Minter picked as academic chief

William Paca Elementary principal among those named to key posts by city schools

December 12, 2007|By Sara Neufeld | Sara Neufeld,Sun reporter

Mary Minter, a longtime Baltimore principal who oversaw an academic turnaround at William Paca Elementary, was named chief academic officer of the city school system last night.

The announcement came as the school board approved the creation of three new charter schools and made two other high-level administrative appointments: Linda Eberhart, an award-winning math teacher at Mount Royal Elementary/Middle who campaigned for Gov. Martin O'Malley, will become director of mathematics. And Roger Shaw, principal of Paul Laurence Dunbar High, is the new executive director of secondary schools.

The board approved the applications of two new charter schools to open in 2008: a middle school with a health focus and a Montessori elementary school.

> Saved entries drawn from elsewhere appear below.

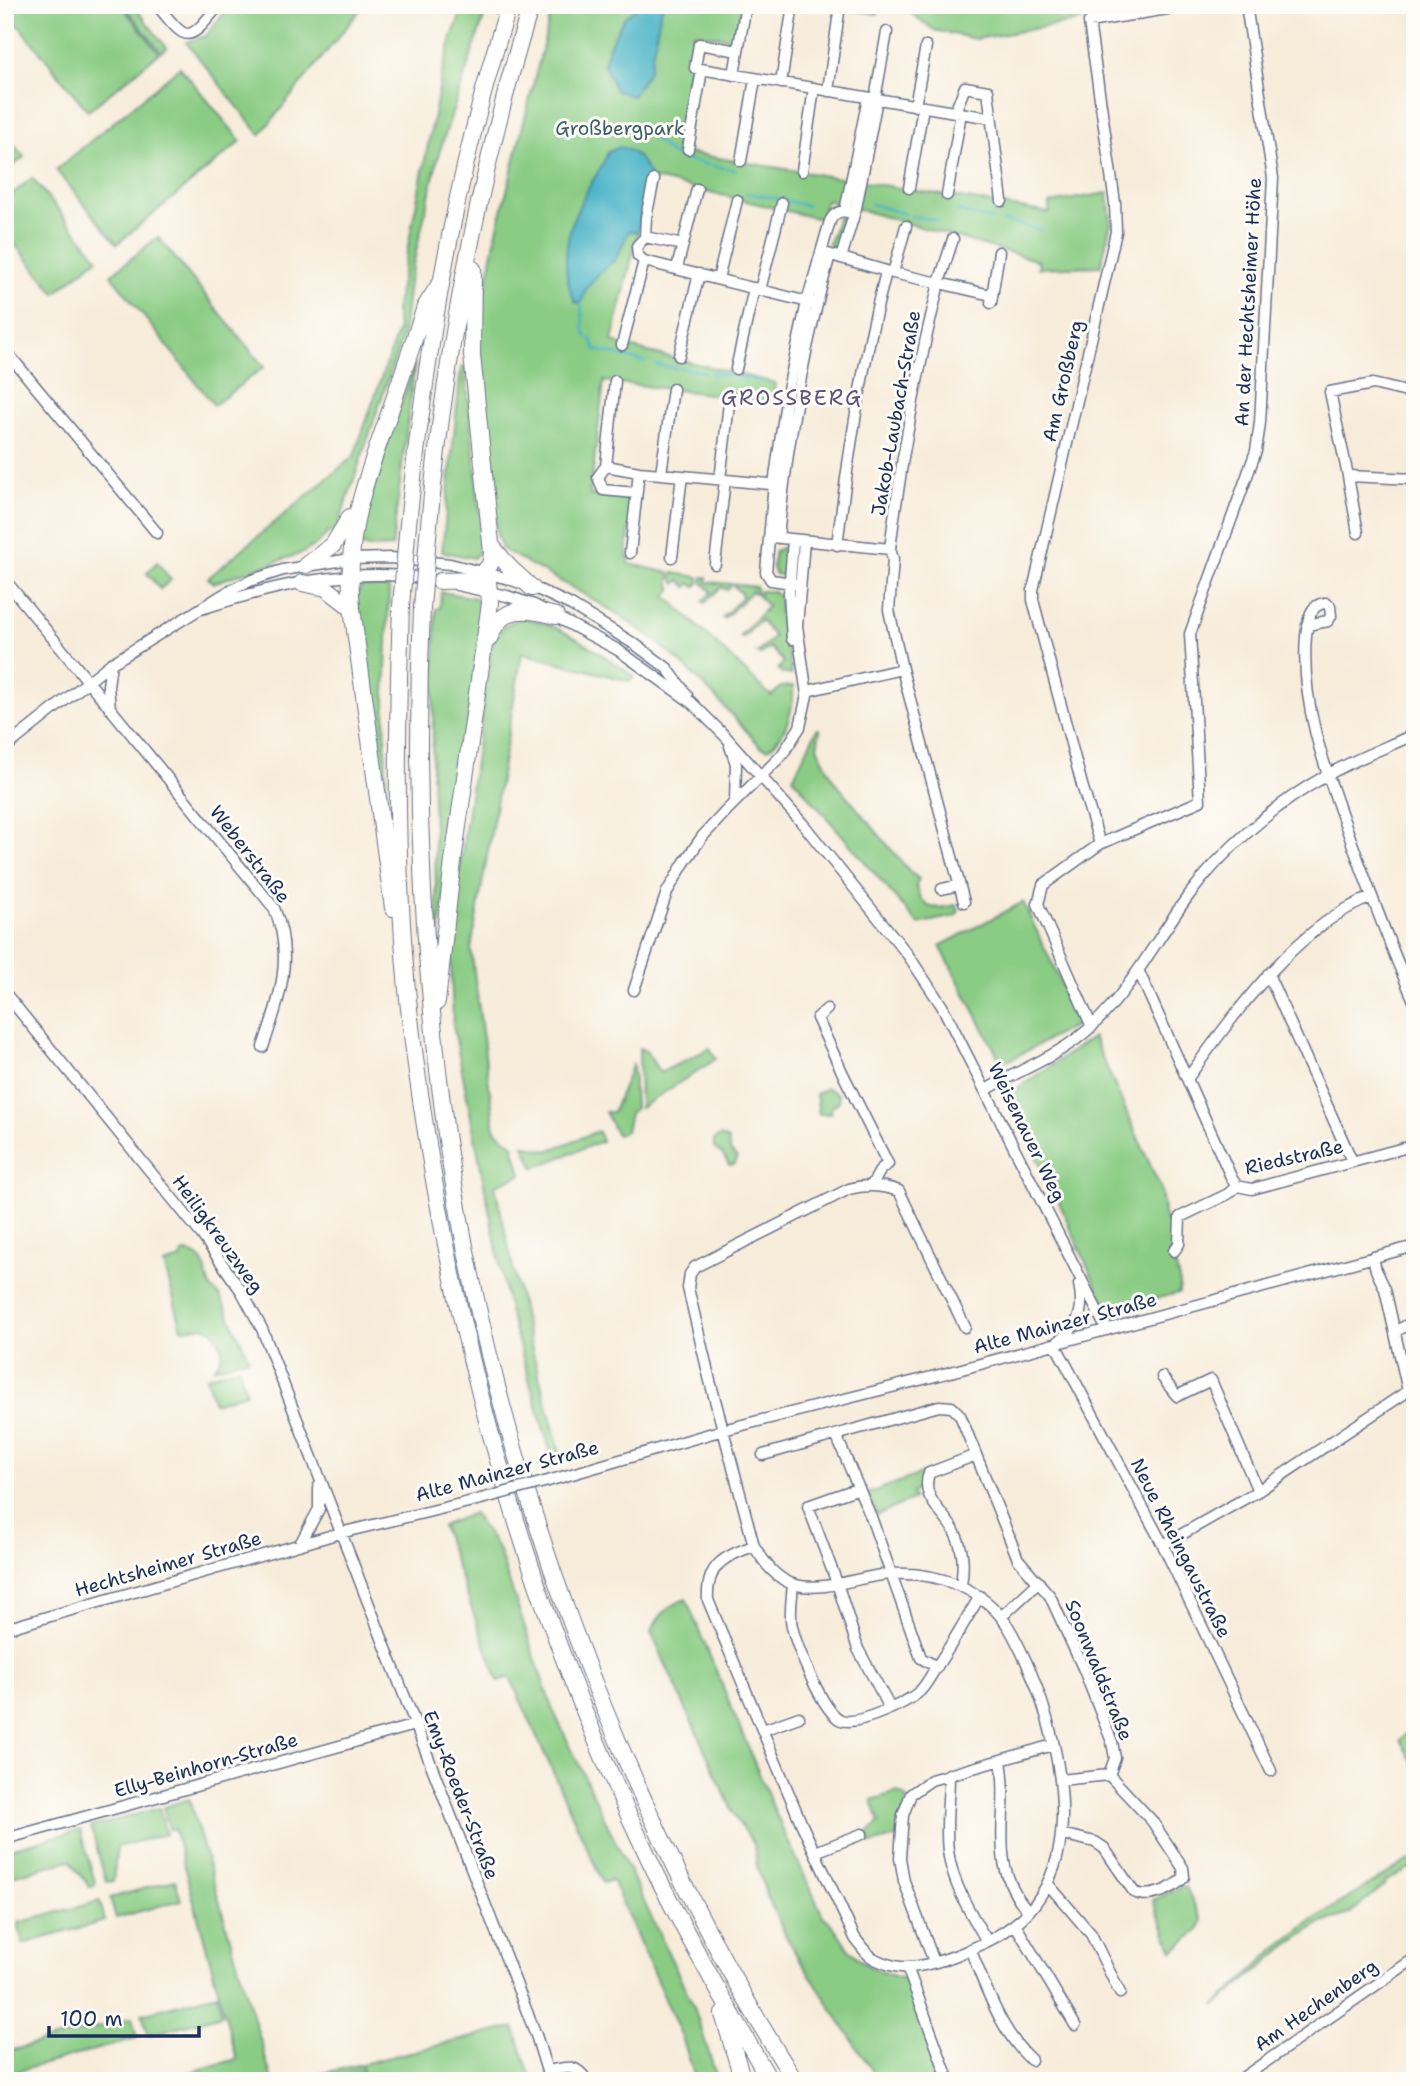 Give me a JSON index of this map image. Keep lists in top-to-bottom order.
{
  "streets": {
    "street": [
      "An der Hechtsheimer Höhe",
      "Am Großberg",
      "Jakob-Laubach-Straße",
      "Weberstraße",
      "Weisenauer Weg",
      "Riedstraße",
      "Heiligkreuzweg",
      "Alte Mainzer Straße",
      "Neue Rheingaustraße",
      "Hechtsheimer Straße",
      "Soonwaldstraße",
      "Elly-Beinhorn-Straße",
      "Emy-Roeder-Straße",
      "Am Hechenberg"
    ]
  },
  "crossings": [
    ["An der Hechtsheimer Höhe", "Am Großberg"],
    ["Weisenauer Weg", "Alte Mainzer Straße"],
    ["Heiligkreuzweg", "Alte Mainzer Straße"],
    ["Heiligkreuzweg", "Hechtsheimer Straße"],
    ["Heiligkreuzweg", "Emy-Roeder-Straße"],
    ["Alte Mainzer Straße", "Neue Rheingaustraße"],
    ["Alte Mainzer Straße", "Hechtsheimer Straße"],
    ["Alte Mainzer Straße", "Emy-Roeder-Straße"],
    ["Hechtsheimer Straße", "Emy-Roeder-Straße"],
    ["Elly-Beinhorn-Straße", "Emy-Roeder-Straße"]
  ],
  "districts": ["GROSSBERG"],
  "parks": ["Großbergpark"],
  "scale_bar": "100 m"
} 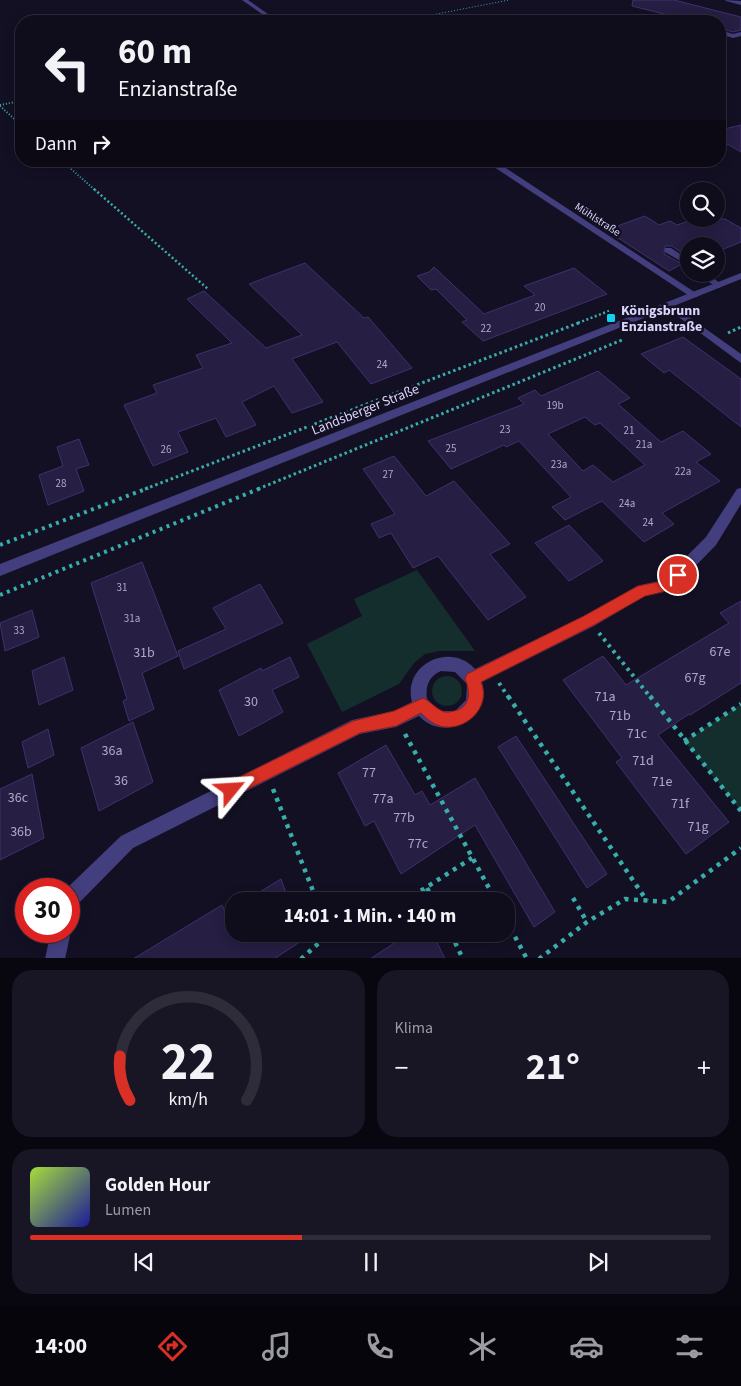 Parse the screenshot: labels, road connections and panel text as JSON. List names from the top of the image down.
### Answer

It also signed off on the creation of a second city middle school run by the Knowledge is Power Program, or KIPP, which already oversees Baltimore's highest-performing middle school. The new school is not due to open until 2009.

The vote will bring the total number of charter schools in Baltimore to 26, more than the total in all of Maryland's other school districts. Charter schools are public schools that operate independently.

As the system's top academic official, Minter will replace Linda Chinnia, who resigned on the first day of this school year without explanation. Several sources have said that Andres Alonso, who took the helm of the city schools as chief executive officer in July, asked Chinnia to step down.

Minter's appointment is consistent with Alonso's philosophy of empowering successful principals. She started her career in the city schools in 1973 as a teacher at Thomas Johnson Elementary, where she worked until 1991. She served as principal of Curtis Bay Elementary from 1993 to 2000 before transferring to William Paca. There, as the school saw a steep rise in test scores, Minter was named one of four Maryland Distinguished Principals, providing training to other principals and serving as a mentor for new principals.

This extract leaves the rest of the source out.